Welcome to the SPYDERISK System Modeller Documentation

The SPYDERISK System Modeller (SSM) provides a thorough risk assessment of complex systems making use of context and connectivity to take into account the web of attack paths and secondary threat cascades in a system.

SPYDERISK assists the user in following the risk assessment process defined in ISO 27005 and thus supports the Information Security Management System defined in ISO 27001. The SPYDERISK System Modeller is a generic risk assessment tool and must be configured with a model of a domain ("knowledgebase"), containing the available asset types and relations, descriptions of the threats, the possible security controls, and more. The software comes bundled with a knowledgebase for complex networked information systems.

The web-based graphical user interface guides the user through the following steps:

  1. The user draws a model of their system model by dragging and dropping typed assets linked by typed relations onto a canvas.
  2. The software analyses the model, inferring network paths, data flows, client-service trust relationships and much more (depending on the knowledgebase).
  3. The software analyses the model to find all the threats and potential controls that are encoded in the knowledgebase. The threats are automatically chained together via their consequences to create long-reaching and inter-linked attack graphs and secondary threat cascades through the system.
  4. The user assigns impact levels to various failure modes on the primary assets only.
  5. The user can add controls to the model to reduce the likelihood of threats.
  6. The software does a risk analysis, considering the external environment, the defined impact levels, the controls, and the chains of threats that have been discovered. The threats and consequences may then be ranked by their risk, highlighting the most important problems.
  7. The user can choose to add or change the controls (back to step 5), to redesign the system (step 1), or to accept the system design.
  8. The software can output reports describing the system along with the threats, consequences and their risk levels.

The knowledgebase describes threats through patterns of multiple assets along with their context (such as network or physical location), rather than assuming that threats relate to a single asset type. Similarly, methods to reduce threat likelihood ("control strategies") may comprise multiple controls on different assets (for example, both an X509 certificate at a service and verification of the certificate at the client). Knowledgebases may also be designed such that control strategies help solve one problem but exacerbate another (for example, adding a password reduces the likelihood of unauthorised access to a service but increases the likelihood of the legitimate user failing to get in). All this provides a high degree of realism to the analysis.

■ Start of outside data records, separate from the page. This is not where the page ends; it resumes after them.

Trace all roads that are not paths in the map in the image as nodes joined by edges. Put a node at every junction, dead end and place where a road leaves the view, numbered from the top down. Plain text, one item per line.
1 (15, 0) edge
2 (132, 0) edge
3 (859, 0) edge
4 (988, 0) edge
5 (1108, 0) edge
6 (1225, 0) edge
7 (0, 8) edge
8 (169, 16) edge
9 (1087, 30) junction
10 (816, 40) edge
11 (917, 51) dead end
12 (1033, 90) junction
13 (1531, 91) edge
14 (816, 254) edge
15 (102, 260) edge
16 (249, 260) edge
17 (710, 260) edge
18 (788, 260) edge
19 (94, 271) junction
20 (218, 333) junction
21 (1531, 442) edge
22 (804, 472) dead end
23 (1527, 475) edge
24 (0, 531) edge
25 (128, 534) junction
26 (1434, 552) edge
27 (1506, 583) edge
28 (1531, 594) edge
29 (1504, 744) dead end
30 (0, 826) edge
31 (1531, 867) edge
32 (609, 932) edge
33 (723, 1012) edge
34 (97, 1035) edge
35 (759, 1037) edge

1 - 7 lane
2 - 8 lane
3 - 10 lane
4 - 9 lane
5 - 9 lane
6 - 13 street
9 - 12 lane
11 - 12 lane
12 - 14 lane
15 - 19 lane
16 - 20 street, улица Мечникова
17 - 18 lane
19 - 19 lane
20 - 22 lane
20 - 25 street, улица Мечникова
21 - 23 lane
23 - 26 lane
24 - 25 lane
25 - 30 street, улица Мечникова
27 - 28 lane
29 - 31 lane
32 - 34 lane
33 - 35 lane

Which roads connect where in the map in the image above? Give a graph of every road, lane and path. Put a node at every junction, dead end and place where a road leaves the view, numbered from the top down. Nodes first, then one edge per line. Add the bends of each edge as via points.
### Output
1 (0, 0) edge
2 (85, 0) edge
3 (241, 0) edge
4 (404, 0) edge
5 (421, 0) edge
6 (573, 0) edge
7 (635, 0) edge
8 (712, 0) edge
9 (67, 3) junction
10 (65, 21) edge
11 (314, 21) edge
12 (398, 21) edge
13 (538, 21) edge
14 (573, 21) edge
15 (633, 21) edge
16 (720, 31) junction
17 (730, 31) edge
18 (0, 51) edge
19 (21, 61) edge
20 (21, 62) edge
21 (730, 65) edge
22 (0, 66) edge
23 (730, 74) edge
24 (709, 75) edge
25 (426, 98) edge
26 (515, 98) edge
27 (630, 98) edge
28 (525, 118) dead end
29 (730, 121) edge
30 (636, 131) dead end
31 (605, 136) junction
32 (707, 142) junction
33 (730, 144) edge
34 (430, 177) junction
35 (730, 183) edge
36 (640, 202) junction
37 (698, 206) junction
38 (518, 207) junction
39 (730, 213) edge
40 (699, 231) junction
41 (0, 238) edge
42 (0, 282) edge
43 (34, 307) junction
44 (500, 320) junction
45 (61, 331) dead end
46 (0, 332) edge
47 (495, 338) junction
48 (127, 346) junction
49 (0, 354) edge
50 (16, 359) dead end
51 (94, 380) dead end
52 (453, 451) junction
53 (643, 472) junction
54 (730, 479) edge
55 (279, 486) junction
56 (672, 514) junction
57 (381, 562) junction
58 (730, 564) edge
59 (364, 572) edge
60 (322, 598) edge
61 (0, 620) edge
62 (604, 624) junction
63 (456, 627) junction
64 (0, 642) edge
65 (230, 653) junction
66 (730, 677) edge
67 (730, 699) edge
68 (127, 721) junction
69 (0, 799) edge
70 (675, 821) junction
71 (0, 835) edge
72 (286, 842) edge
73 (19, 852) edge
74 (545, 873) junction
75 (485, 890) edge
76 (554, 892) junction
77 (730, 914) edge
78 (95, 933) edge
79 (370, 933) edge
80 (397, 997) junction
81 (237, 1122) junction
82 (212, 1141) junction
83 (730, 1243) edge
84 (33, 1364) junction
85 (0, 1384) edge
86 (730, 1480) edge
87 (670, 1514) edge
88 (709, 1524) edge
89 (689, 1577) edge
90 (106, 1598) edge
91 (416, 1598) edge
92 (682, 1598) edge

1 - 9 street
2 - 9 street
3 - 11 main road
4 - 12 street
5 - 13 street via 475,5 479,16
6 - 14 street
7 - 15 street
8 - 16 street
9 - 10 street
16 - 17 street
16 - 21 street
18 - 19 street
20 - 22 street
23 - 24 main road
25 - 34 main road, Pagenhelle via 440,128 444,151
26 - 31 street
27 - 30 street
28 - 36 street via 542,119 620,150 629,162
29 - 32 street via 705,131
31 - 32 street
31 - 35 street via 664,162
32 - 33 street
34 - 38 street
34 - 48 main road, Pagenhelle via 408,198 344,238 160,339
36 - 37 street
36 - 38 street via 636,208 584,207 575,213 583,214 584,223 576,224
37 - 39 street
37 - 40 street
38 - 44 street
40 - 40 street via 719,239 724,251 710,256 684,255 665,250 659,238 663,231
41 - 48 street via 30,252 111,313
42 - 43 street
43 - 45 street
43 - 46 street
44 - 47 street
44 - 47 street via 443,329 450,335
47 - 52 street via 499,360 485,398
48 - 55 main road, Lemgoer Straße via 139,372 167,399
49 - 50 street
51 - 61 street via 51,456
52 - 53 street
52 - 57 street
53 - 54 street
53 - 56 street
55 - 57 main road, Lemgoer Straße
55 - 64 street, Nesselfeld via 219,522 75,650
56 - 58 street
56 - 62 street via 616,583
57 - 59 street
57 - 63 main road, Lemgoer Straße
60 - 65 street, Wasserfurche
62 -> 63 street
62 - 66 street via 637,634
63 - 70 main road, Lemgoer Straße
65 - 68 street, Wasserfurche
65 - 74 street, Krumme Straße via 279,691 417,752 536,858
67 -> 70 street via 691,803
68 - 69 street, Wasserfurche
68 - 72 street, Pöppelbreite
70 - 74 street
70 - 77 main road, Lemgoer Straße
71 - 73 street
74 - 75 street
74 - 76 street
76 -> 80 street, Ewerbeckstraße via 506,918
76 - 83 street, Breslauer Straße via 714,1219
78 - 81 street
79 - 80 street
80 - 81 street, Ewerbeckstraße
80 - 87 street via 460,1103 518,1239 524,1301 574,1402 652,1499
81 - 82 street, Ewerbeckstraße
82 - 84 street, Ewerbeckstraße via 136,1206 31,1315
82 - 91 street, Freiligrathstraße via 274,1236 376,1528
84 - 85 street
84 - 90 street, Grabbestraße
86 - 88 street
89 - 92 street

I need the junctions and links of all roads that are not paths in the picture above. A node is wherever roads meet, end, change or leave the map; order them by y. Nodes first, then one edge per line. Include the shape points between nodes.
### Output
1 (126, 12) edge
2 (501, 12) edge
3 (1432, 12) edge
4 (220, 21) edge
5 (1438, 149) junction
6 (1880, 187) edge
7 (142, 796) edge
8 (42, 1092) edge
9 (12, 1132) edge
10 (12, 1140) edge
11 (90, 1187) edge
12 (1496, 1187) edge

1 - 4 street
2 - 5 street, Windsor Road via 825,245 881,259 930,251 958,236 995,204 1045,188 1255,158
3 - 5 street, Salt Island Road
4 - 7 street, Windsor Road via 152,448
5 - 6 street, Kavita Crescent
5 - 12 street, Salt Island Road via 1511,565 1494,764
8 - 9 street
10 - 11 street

With a compatible knowledgebase, the software can perform a both long-term risk assessment suitable for when designing a system, and an operational (or "runtime") risk assessment using a short time horizon. Different controls are appropriate in each case (for instance, implementing a new staff security training policy does not help with an ongoing attack, but blocking a network path does). For the operational risk assessment, the state of the system model must first be synchronised with the current operational state (for instance through integration via the API with OpenVAS or a SIEM).

Development of the software began in 2013, drawing on research dating back to 2008. It was open-sourced in early 2023. The research and development up to the point of open sourcing was done solely by the University of Southampton IT Innovation Centre in a variety of UK and EU research projects.